This June, I had the opportunity to travel to two amazing European scientific conferences to share research about pollution and skin health: the 24th World Congress of Dermatology (WCD) in Milan, Italy, and the 5th Future of Formulations in Cosmetics Summit held in Düsseldorf, Germany.
The topic of pollution and its impact on skin health is particularly relevant to Europe since many European cities have been found to exceed air pollution limits set by the World Health Organization or the European Environment Agency. In fact, more than 40 towns and cities in the UK alone exceed WHO air pollution limits* and the EEA named 15 cities in Germany that are worst affected by dust particle, nitrogen dioxide and sulfur dioxide pollution.**
Recent studies*** have also shown that air pollution may be damaging to “many organs in the body.” More recently, there have been studies to show the damaging effects of pollution in skin. We know that air pollution is detrimental to our skin health, causing pigmentation spots, and wrinkles – signs of premature aging.
My first stop was to Milan for the World Congress of Dermatology, where I had the honor of moderating a Mary Kay symposium titled “Environmental Stressors and Skin: Beyond UV” with two guest experts: Dr. Jean Krutmann and Dr. Stefanie Williams.
A pioneer of environmental medicine, Professor Krutmann has been relentlessly working in the field of skin protection. He was the first scientist to truly discover the impact of air pollution on skin aging. He is the Chair of Environmental Medicine at the Medical Faculty of Heinrich Heine University Düsseldorf and Director of the Leibniz Research Institute of Environmental Medicine in Düsseldorf, Germany.

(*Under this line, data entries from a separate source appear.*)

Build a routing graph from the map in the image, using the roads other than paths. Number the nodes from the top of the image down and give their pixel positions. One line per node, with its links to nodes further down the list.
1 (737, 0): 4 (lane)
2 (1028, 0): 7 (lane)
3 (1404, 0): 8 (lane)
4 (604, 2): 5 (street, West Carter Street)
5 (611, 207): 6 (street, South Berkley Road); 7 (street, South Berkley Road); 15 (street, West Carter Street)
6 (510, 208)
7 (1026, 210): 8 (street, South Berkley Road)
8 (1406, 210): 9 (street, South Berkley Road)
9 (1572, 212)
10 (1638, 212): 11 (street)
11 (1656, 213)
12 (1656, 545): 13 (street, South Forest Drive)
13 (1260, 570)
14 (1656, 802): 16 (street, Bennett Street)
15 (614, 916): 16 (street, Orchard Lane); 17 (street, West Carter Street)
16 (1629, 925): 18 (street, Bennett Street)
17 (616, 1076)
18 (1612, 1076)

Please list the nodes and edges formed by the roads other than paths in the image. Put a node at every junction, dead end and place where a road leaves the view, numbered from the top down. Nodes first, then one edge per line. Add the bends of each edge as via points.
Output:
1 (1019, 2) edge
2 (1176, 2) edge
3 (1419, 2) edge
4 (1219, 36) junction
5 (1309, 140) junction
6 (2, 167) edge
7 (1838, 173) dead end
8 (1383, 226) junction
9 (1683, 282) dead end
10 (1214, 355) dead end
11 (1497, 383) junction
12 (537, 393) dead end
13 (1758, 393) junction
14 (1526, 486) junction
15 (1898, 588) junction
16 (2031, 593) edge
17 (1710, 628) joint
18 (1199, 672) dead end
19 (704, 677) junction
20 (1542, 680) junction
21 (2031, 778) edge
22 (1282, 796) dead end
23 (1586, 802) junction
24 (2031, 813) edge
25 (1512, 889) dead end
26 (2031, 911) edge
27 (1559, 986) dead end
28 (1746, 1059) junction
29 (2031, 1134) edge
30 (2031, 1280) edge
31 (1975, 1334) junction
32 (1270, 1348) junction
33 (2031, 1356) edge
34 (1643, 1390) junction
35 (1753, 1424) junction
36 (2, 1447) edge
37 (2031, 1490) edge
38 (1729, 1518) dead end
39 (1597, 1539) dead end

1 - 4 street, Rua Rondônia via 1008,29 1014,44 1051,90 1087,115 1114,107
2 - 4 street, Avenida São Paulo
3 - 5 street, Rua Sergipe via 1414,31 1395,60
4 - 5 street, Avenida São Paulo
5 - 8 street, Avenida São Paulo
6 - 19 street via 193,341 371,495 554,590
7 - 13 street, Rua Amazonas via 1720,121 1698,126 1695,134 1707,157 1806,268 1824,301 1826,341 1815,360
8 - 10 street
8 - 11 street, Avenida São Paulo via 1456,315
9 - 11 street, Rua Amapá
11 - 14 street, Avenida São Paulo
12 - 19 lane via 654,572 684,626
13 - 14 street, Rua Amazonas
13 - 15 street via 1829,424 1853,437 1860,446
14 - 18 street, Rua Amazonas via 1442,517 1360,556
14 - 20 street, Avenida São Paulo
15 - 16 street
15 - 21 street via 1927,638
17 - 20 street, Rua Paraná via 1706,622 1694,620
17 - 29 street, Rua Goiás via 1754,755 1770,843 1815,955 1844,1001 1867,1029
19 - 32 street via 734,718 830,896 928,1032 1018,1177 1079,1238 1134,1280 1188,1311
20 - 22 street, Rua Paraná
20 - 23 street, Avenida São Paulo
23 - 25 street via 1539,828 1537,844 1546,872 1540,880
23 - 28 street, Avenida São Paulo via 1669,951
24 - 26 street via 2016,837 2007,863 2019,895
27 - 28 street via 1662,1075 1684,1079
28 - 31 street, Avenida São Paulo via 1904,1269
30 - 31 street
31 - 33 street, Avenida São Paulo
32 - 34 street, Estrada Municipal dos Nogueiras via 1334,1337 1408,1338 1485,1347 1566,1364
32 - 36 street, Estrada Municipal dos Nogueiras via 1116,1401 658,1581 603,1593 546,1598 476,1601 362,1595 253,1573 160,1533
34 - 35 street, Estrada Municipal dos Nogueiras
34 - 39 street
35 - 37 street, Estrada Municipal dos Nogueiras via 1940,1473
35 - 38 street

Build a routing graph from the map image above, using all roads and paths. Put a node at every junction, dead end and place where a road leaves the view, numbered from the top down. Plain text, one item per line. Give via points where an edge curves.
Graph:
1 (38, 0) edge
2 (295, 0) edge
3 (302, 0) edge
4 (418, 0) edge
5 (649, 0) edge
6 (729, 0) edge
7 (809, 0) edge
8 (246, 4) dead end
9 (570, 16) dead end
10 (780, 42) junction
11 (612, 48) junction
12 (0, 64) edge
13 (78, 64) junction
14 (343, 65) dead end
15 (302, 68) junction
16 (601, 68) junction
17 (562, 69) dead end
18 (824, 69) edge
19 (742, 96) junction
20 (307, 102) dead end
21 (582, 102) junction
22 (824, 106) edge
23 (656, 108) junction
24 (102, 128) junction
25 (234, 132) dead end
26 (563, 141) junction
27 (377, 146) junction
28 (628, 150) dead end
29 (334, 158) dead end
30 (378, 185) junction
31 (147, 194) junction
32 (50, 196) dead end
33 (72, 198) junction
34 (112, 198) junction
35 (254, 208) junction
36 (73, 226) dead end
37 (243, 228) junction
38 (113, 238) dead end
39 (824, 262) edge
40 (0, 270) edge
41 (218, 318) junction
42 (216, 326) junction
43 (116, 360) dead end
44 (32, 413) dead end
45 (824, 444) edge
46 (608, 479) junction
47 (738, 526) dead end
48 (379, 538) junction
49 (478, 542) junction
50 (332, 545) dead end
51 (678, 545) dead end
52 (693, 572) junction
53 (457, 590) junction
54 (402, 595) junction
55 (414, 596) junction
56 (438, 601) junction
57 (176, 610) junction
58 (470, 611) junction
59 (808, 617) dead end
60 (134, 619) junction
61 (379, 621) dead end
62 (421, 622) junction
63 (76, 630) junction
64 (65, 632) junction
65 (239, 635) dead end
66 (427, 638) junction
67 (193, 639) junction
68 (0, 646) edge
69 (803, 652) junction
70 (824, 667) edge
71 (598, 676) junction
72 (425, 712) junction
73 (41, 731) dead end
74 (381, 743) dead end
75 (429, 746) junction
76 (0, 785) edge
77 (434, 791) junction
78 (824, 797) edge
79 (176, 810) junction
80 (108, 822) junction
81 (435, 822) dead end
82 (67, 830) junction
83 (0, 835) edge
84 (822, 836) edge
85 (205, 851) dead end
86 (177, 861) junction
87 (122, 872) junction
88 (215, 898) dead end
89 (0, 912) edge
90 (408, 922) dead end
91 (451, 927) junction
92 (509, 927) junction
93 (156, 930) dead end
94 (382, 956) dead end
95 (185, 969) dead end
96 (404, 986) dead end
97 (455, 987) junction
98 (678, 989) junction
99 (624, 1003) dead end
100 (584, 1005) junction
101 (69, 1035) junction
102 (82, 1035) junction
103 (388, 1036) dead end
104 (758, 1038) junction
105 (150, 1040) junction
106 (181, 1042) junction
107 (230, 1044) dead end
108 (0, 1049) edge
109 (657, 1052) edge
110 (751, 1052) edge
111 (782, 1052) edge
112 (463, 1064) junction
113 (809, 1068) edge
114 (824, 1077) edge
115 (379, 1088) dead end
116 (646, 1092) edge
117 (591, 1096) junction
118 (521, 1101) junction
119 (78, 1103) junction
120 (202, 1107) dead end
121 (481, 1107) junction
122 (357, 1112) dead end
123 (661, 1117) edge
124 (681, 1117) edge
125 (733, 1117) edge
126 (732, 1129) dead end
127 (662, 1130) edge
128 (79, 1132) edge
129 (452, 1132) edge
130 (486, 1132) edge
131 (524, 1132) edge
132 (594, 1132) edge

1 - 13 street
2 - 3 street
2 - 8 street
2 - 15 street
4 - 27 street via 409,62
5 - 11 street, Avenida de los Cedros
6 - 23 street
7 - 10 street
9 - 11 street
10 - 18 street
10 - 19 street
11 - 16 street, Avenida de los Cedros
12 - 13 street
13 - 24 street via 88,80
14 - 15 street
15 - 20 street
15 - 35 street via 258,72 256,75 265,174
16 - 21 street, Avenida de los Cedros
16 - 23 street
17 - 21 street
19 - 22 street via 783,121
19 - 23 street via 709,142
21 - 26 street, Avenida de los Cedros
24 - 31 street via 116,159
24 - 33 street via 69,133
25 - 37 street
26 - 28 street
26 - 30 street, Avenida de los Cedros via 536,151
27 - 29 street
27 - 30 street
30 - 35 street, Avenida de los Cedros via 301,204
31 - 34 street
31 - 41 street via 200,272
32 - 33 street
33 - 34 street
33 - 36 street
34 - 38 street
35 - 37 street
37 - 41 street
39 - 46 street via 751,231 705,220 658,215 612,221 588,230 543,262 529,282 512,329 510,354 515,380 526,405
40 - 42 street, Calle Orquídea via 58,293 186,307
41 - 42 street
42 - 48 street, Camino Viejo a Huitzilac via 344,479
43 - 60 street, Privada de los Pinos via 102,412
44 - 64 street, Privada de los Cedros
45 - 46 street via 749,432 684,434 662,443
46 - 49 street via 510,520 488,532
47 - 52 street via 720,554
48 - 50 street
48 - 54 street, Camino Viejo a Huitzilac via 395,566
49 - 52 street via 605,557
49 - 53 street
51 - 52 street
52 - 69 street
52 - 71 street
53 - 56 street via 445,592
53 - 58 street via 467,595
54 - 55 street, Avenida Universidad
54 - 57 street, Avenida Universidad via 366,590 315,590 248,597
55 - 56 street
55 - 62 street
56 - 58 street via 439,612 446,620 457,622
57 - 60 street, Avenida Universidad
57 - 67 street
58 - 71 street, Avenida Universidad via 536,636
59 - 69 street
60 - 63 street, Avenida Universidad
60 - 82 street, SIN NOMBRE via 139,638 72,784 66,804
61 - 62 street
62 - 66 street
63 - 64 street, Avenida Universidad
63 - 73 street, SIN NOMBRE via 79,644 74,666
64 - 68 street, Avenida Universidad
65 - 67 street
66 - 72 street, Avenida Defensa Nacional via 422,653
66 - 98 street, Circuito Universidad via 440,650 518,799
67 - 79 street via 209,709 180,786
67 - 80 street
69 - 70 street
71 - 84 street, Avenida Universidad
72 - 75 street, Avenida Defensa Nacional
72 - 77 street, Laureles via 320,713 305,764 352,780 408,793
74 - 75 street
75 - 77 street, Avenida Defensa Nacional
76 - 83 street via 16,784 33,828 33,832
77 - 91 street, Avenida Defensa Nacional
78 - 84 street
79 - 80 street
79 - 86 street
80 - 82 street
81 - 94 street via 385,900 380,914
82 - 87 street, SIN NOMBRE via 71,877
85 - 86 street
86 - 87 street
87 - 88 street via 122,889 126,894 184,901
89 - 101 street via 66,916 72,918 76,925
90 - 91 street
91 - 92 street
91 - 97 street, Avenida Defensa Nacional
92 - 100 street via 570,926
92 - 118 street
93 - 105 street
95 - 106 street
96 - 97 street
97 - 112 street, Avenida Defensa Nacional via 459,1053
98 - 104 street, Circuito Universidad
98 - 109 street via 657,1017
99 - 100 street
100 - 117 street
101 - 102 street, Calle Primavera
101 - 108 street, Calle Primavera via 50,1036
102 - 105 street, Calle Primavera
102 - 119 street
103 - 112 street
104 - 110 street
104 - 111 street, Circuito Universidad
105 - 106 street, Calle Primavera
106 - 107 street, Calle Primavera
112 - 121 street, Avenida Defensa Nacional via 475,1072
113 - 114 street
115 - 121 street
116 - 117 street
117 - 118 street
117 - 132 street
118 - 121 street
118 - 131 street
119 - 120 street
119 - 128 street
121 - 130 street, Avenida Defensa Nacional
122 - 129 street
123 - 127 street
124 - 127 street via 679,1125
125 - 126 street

In 2010, Dr. Krutmann discovered that air pollution causes skin aging and skin pigmentation. Since then, his Leibniz Research Institute has conducted extensive research to determine the underlying mechanisms behind this discovery.
Dr. Stefanie Williams is a brilliant dermatologist with extensive clinical experience in both Germany and Great Britain. She is the Medical Director at EUDELO Clinic in London where she sees patients and witnesses premature skin aging in her patients.
At the symposium, the three of us shared the latest science related to pollution and skin health and discussed strategies on how to potentially counteract pollution’s negative impact with the use of antioxidants. It is energizing to exchange views with world-renown scientists and skin health advocates who have traced new paths to better understand skin.
The next morning, I flew to Hamburg to share the Science Behind the Beauty with the media in partnership with my colleagues from the Mary Kay Germany team. I spoke about environmental stressors and explained how they can lead to premature ageing. I shared the good news that it is possible to take the right steps now to protect our skin.
My final stop after Hamburg was Düsseldorf, where I gave a presentation at the Future of Formulations in Cosmetics Summit. This time, the audience was made up of industry experts and fellow scientists. I presented research findings on a specific antioxidant complex that can reduce the damaging effects of pollution such as diesel exhaust particles (DEP) on human skin cells. This breakthrough complex is the key technology behind our newest TimeWise® Miracle Set 3D™ regimen.
There is so much science behind the beauty! I love my job, I am inspired by the promise behind Mary Kay’s products, and I am excited to share our scientific breakthroughs and world-class product innovations overseas.
If you are a student with an interest in science, I hope my post encourages you to embrace your passion and realize there are many paths to a scientific career. You can make a difference through science and apply it to beauty.
Check out some of the pictures from my tour in Europe and share your experience with pollution: do you notice signs on your skin? How are you protecting your skin against pollution?
*WHO Global Ambient Air Quality Database (update 2018)
**Report by Bundesministerium für Umwelt, Naturschutz, Bau und Reaktorsicherheit, Berlin, Germany. 2015 (Translation: Federal Ministry for Environment, Nature Conservation, and Nuclear Safety).
***Forum of International Respiratory Societies in the two review papers published in the journal Chest.